Given public health concerns, the pharmaceutical industry must carefully choose sealing process equipment, particularly for cleaning and sterilization processes. Fortunately, internationally recognized organizations regulate and publish guidelines for specific seal design attributes, material requirements and mechanical seal selection for pharmaceutical manufacturing equipment.
These organizations frequently conduct committee meetings of equipment manufacturers, users and consultants to review industry best practices and acknowledge the latest technological advancements. It is their goal to ensure that industry professionals are aware of the safest and most commercial viable techniques. This article will outline some of those major specifications related to mechanical sealing in pharmaceutical processing equipment.
Clean Ability
In the seal selection process, users want to know that the seal can be sterilized through Steam-in-Place (SIP) or cleaned through a Clean-in-Place (CIP) operation. They need a design that will accommodate these processes and rid bioburden growth or contamination.
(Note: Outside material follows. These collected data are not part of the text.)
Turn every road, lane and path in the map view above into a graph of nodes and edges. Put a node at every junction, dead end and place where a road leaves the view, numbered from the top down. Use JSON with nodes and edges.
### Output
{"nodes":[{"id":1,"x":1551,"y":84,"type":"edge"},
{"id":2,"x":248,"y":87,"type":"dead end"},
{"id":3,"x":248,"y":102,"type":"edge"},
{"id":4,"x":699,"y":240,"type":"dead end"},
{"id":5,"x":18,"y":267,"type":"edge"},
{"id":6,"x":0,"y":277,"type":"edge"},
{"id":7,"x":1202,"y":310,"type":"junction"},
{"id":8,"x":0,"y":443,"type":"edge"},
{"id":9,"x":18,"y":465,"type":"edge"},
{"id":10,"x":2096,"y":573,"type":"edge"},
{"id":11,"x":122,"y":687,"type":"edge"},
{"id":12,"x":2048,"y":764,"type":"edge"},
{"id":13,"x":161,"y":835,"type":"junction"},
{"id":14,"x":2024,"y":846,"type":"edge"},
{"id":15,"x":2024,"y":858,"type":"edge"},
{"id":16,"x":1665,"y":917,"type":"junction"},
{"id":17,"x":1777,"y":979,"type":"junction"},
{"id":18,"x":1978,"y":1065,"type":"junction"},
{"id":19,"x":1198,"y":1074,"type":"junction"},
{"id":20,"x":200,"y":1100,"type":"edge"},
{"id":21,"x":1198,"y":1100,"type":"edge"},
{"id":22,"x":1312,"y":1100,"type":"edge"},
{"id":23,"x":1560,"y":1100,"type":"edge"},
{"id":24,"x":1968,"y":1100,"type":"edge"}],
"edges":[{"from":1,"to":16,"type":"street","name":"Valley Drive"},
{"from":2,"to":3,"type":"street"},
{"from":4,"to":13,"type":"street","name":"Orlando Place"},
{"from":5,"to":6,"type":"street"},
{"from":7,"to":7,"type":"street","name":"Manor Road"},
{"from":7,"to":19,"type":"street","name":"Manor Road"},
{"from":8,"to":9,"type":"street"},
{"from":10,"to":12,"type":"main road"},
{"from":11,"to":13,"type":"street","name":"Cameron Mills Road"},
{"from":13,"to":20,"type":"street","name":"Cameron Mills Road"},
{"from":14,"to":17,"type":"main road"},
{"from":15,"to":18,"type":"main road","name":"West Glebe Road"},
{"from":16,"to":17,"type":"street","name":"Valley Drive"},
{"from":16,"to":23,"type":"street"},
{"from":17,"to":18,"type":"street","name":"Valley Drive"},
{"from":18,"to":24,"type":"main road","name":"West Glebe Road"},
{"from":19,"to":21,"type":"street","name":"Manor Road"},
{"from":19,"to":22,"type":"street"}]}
Clean ability is best accomplished through some basic design considerations. All wetted metal components must have a smooth surface finish that minimizes roughness and avoids irregularities that would otherwise tend to capture process fluids and reduce cleaning fluid effectiveness. The normal requirement for wetted process surfaces is 15-20 Ra. This finish is less likely to capture contaminants or allow materials to adhere to the surface. A typical machined surface on a standard mechanical seal is 32-63 Ra. These better finishes are achieved through various electro-polishing or mechanical-polishing techniques.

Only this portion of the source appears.